September 04, 2003
By Patrick Newley
A gifted but underrated actor, Andrew Ray shot to fame at the age of 11 when he starred opposite Irene Dunne and Alec Guinness in the film The Mudlark (1950).
Although Ray had never acted before, his charming and completely natural performance won over critics and audiences alike and led to several other films.
The son of the variety comic Ted Ray and the brother of the broadcaster Robin, Andrew Olden Ray was born on May 31, 1939 in London. After appearing in The Mudlark he became one of Britain’s most successful child stars. He had leading roles in films such as The Yellow Balloon (1952), Escapade (1955) and Ted Willis’ gritty drama Woman in a Dressing Gown (1957).
He also appeared in several West End stage productions.
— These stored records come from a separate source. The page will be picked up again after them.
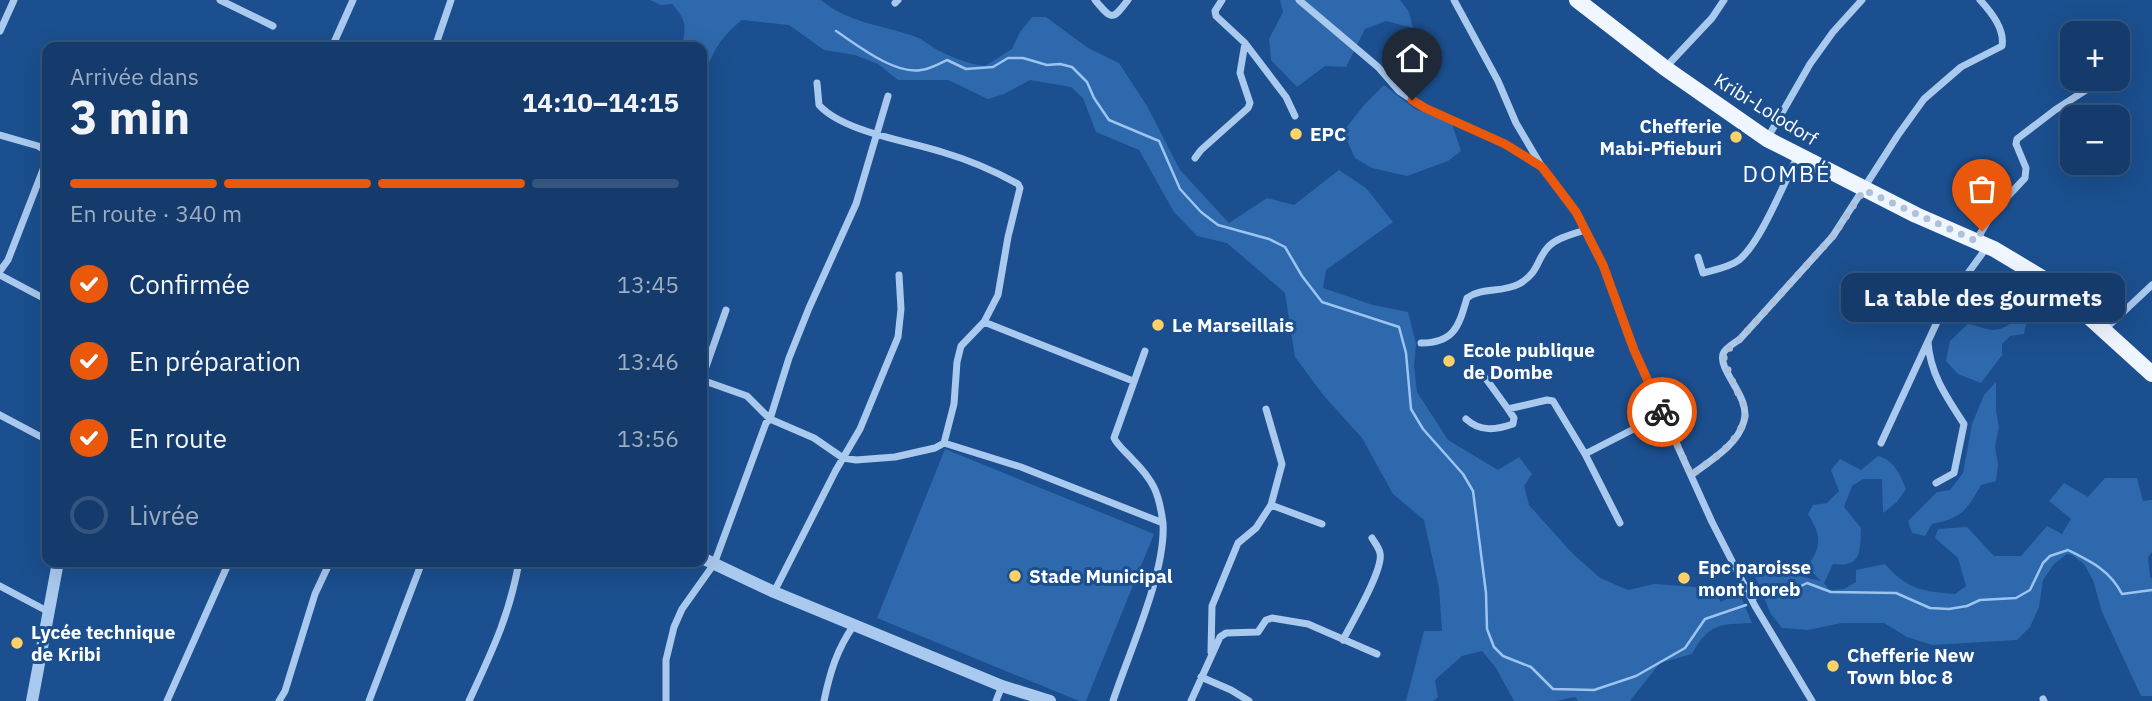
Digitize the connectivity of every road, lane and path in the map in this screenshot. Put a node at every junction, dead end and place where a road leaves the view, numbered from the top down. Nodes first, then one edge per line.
1 (14, 0) edge
2 (220, 0) edge
3 (353, 0) edge
4 (451, 0) edge
5 (1095, 0) edge
6 (1128, 0) edge
7 (1222, 0) edge
8 (1299, 0) edge
9 (1454, 0) edge
10 (1577, 0) edge
11 (1712, 0) edge
12 (1862, 0) edge
13 (1980, 0) edge
14 (1722, 2) edge
15 (273, 26) dead end
16 (0, 31) edge
17 (334, 42) edge
18 (437, 42) edge
19 (1245, 43) junction
20 (1665, 68) junction
21 (817, 83) dead end
22 (2084, 91) edge
23 (888, 96) dead end
24 (1295, 116) dead end
25 (877, 134) junction
26 (0, 135) edge
27 (1767, 139) junction
28 (42, 150) edge
29 (1798, 156) junction
30 (1195, 158) dead end
31 (1542, 167) junction
32 (42, 173) edge
33 (1864, 190) junction
34 (1584, 230) junction
35 (1982, 244) junction
36 (1698, 257) dead end
37 (0, 273) edge
38 (899, 275) dead end
39 (2152, 285) edge
40 (42, 297) edge
41 (726, 310) dead end
42 (984, 322) junction
43 (2104, 330) junction
44 (1928, 341) junction
45 (1421, 343) dead end
46 (1145, 351) dead end
47 (707, 365) edge
48 (2152, 374) edge
49 (1484, 376) dead end
50 (707, 381) edge
51 (1133, 381) junction
52 (1265, 409) dead end
53 (1508, 409) junction
54 (1663, 414) junction
55 (0, 415) edge
56 (770, 419) junction
57 (1466, 419) dead end
58 (42, 437) edge
59 (944, 443) junction
60 (1881, 443) dead end
61 (1585, 454) junction
62 (843, 458) junction
63 (1691, 475) junction
64 (1937, 483) dead end
65 (1271, 505) junction
66 (1163, 523) junction
67 (1620, 523) dead end
68 (1322, 524) dead end
69 (1372, 538) dead end
70 (708, 561) edge
71 (57, 567) edge
72 (227, 567) edge
73 (328, 567) edge
74 (420, 567) edge
75 (518, 567) edge
76 (705, 567) edge
77 (0, 586) edge
78 (774, 592) junction
79 (49, 612) junction
80 (853, 625) junction
81 (1343, 640) junction
82 (1211, 653) junction
83 (1377, 654) dead end
84 (1201, 677) junction
85 (1002, 686) junction
86 (32, 701) edge
87 (167, 701) edge
88 (279, 701) edge
89 (369, 701) edge
90 (469, 701) edge
91 (666, 701) edge
92 (824, 701) edge
93 (996, 701) edge
94 (1049, 701) edge
95 (1113, 701) edge
96 (1191, 701) edge
97 (1249, 701) edge
98 (1812, 701) edge

1 - 16 street
2 - 15 street
3 - 17 street
4 - 18 street
5 - 6 street
7 - 19 street
8 - 31 street
9 - 31 street
10 - 20 main road, Kribi-Lolodorf
11 - 14 street
12 - 27 street
13 - 33 street
14 - 20 street
19 - 24 street
19 - 30 street
20 - 27 main road, Kribi-Lolodorf
21 - 25 street
22 - 35 street
23 - 25 street
25 - 42 street
25 - 56 street
26 - 28 street
27 - 29 main road, Kribi-Lolodorf
29 - 33 main road, Kribi-Lolodorf
29 - 36 street
31 - 34 street
32 - 37 street
33 - 35 main road, Kribi-Lolodorf
33 - 63 street
34 - 45 street
34 - 54 street
35 - 43 main road, Kribi-Lolodorf
35 - 44 street
37 - 40 street
38 - 62 street
39 - 43 street
41 - 47 street
42 - 51 street
42 - 59 street
43 - 48 main road, Kribi-Lolodorf
44 - 60 street
44 - 64 street
46 - 51 street
49 - 53 street
50 - 56 street
51 - 66 street
52 - 65 street
53 - 57 street
53 - 61 street
54 - 61 street
54 - 63 street
55 - 58 street
56 - 62 street
56 - 70 street
59 - 62 street
59 - 66 street
61 - 67 street
62 - 78 street
63 - 98 street
65 - 68 street
65 - 82 street
66 - 95 street
69 - 81 street
70 - 78 street
71 - 79 street
72 - 87 street
73 - 88 street
74 - 89 street
75 - 90 street
76 - 91 street
77 - 79 street
78 - 80 street
79 - 86 street
80 - 85 street
80 - 92 street
81 - 82 street
81 - 83 street
82 - 84 street
84 - 96 street
84 - 97 street
85 - 93 street
85 - 94 street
At 17 he gained control of the GBP 5,000, held in trust, which he had earned as a child actor and spent it wildly in a short time. He bought a string of fast cars and survived two near-fatal car crashes.
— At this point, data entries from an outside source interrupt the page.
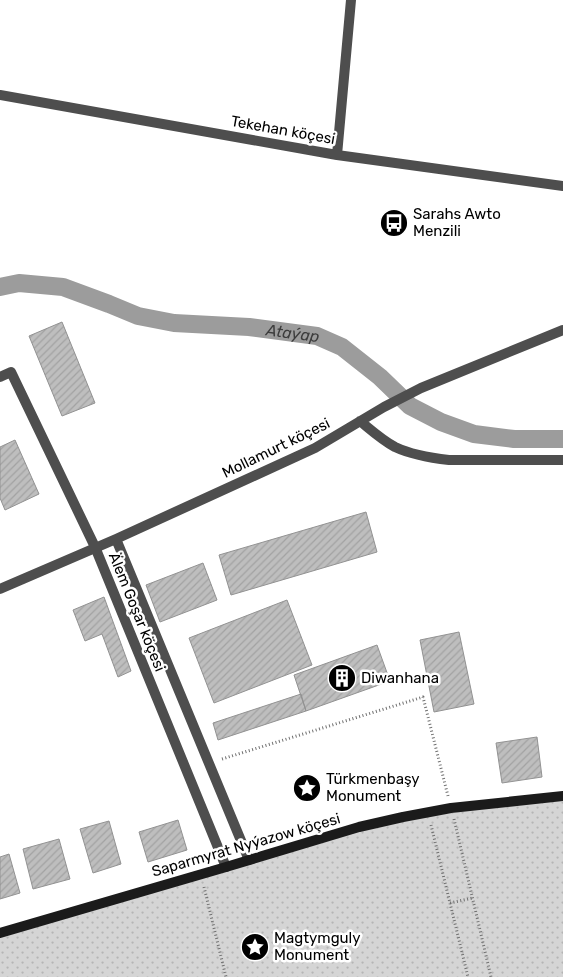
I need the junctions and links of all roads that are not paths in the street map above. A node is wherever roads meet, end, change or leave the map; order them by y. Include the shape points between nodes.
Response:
1 (351, 0) edge
2 (0, 95) edge
3 (337, 155) junction
4 (563, 186) edge
5 (563, 330) edge
6 (0, 377) edge
7 (360, 421) junction
8 (563, 460) edge
9 (116, 539) junction
10 (94, 547) junction
11 (0, 589) edge
12 (563, 796) edge
13 (248, 860) junction
14 (226, 867) junction
15 (0, 932) edge

1 - 3 street
2 - 3 street, Tekehan köçesi
3 - 4 street, Tekehan köçesi
5 - 7 street, Mollamurt köçesi via 421,388
6 - 10 street, Älem Goşar köçesi via 11,372
7 - 8 street via 396,447 433,458
7 - 9 street, Mollamurt köçesi via 315,448
9 - 10 street, Mollamurt köçesi
9 - 13 street, Älem Goşar köçesi
10 - 11 street, Mollamurt köçesi
10 - 14 street, Älem Goşar köçesi
12 - 13 street, Saparmyrat Nyýazow köçesi via 428,812 359,827
13 - 14 street, Saparmyrat Nyýazow köçesi
14 - 15 street, Saparmyrat Nyýazow köçesi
On Broadway in the early sixties he appeared in Shelagh Delaney’s A Taste of Honey but by the time he had returned to Britain he found acting work hard to come by. He suffered from depression and in 1965 took a drugs overdose. Two years later he was back in the West End as Leonard Bast in Howard’s End and shortly after he toured the Middle East with a theatre company sponsored by the Arts Council of Great Britain.
A major turning point in his career came in 1972 when he gave a superb performance as the stammering George VI in Royce Ryton’s Crown Matrimonial at the Theatre Royal, Haymarket. He repeated his role in the television adaptation and played George again in the hit 1978 TV series Edward and Mrs Simpson. Other TV drama credits included Atom Spies (1979), The Bunker (1981) and Death of an Expert Witness (1983).
He appeared in several guest roles in Inspector Morse and from 1992-4 he played Dr John Reginald in the drama series Peak Practice. Offstage Ray was a knowledgable boxing fan and was often a guest of honour at boxing dinners throughout the country.
Latterly he was a member of the Equity Council and had been planning a biography of his family.
He died on August 20, aged 64. He married Susan Burnet in 1959. They seperated in the seventies but remained friends and never divorced. She survives him with a son and daughter.